Wednesday, November 24, 2004

Let's stop pretending the Emperor has all the clothes!

I have just read the Secretary of Education’s report given to some international conference about educational change introduced since Tomorrows Schools. All in all, it seems, it kind of worked out as planned, with a few hitches here and there, but we are on the right path towards all students achieving. Could have fooled me!

Anyway, he says, it is much better than what happened before under the old centralized department. I am not sure if everyone would agree with him; we lost as much as we gained! Educationalists were replaced by technocrats.

For all the rhetoric what has really changed in our classrooms? Sure the NZCEA is better than the old pass / fail School Certificate but, in reality, secondary school structures and teachers ‘mindsets’ have changed little.

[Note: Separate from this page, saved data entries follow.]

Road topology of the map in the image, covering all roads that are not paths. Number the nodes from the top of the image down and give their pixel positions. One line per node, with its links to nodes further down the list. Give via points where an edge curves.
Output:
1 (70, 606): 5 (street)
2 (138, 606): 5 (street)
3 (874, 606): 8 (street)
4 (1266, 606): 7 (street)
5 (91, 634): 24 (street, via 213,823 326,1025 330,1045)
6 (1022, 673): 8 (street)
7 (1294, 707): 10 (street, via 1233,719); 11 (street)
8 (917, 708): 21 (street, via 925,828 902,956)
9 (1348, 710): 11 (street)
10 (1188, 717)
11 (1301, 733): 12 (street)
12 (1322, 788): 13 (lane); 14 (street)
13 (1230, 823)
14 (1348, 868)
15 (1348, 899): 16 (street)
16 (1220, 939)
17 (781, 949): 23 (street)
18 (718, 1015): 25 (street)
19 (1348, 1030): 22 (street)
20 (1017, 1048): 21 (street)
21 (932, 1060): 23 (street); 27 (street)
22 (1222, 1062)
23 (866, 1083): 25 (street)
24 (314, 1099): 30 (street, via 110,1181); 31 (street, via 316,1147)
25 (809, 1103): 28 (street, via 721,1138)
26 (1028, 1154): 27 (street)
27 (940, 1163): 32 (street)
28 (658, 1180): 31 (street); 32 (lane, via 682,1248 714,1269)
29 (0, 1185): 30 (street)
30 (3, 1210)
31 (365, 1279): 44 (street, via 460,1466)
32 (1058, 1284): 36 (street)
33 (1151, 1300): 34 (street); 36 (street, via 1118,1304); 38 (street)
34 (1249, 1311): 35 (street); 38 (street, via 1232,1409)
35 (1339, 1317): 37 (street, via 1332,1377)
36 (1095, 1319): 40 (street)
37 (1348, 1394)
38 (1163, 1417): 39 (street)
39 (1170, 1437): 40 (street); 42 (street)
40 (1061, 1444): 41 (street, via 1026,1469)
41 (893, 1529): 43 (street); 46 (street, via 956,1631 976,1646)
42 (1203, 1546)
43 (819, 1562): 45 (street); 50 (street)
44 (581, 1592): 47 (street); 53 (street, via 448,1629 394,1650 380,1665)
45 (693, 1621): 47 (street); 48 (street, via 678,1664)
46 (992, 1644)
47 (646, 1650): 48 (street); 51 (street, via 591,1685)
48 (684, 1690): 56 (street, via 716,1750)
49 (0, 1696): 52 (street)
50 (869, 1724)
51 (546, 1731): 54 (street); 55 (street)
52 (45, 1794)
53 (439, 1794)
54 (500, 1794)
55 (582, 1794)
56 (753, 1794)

They still look like nineteenth century factories to me; currently failing far too many students who don’t fit into the traditional mold! As for primary schools, where there is innovative teaching going (and there is), it is in spite of all the incoherent curriculums, confusing assessment demands and the ever changing Ministry compliance requirements.

There was no mention in the Secretary’s report of all the exhausted and burnt-out teachers that have tried their best to make sense of the ever changing demands imposed on schools by the Wellington technocrats. Things at least are getting better now! The curriculum is away been ‘fixed up’. Integration of learning areas is all on again. The importance of the teacher has now been recognized. Why these painfully obvious realizations have taken so long to reach Wellington is beyond me, particularly as they were common knowledge amongst creative teachers long before Tomorrows Schools. And now, after the excesses of competition, the value of schools collaborating is now being seen as a good thing!

It is all a bit back to the future!

So now we are through site based management and stand alone schools and into teaching and learning! The Ministry is now into ‘key competencies’ - new words for ideas expressed by John Dewey and other progressive educators’ last century!

What we really need is for the Ministry to stop calling the tune and to begin a national conversation about the purpose of education in a ‘knowledge age’, and only then, to see how schools need to be changed to achieve the citizens the future will need.

Looking at school provision now, fragmented, isolated, and with de- professionalized teachers, what we need is a real transformation. Secondary schools may never survive – built as they were around a factory mentality with their geneses in an Industrial Age!

Behind the carefully chosen rhetoric of the education secretary lies the reality. It reminds me of the following quote by R D Laing. I think many teachers feel like this quote – particularly the ones that have done their best to comply with all the bureaucratic nonsense of the last decade or so! Trying to cope with a rain of badly thought out changes ( all with unintended consequences) has led to what one writer calls, ‘ a corrosion of character’, a disability resulting from people trying guess what is wanted and how to do it and not listening to their own voices!

‘There is something I don’t know that I am supposed to know. I don’t know what it is I don’t know, and yet I am supposed to know. And I feel I look stupid if I seem both not to know and not know what it is I don’t know. Therefore I pretend to know it. This is nerve wracking since I don’t know what I must pretend to know. Therefore, I pretend to know everything.

Let’s stop pretending! The Emperor has no clothes.

If we are wise we will make certain our voice and our beliefs are heard in any future changes! As Michael Fullan says ‘Central Governments always get it wrong.’

And we need to stop pretending those distant from reality have cornered the market in educational ideas. All the best ideas always come from the edge! Let’s talk to each other and our communities – together we can create a variety of answers.

Wasn’t that the premise of Tomorrows Schools?

1 comment:

Anonymous said...

The R D Laing quote is so true!

Be great if the Government took your advice but don't like your chances!

Be better if schools did it for themselves!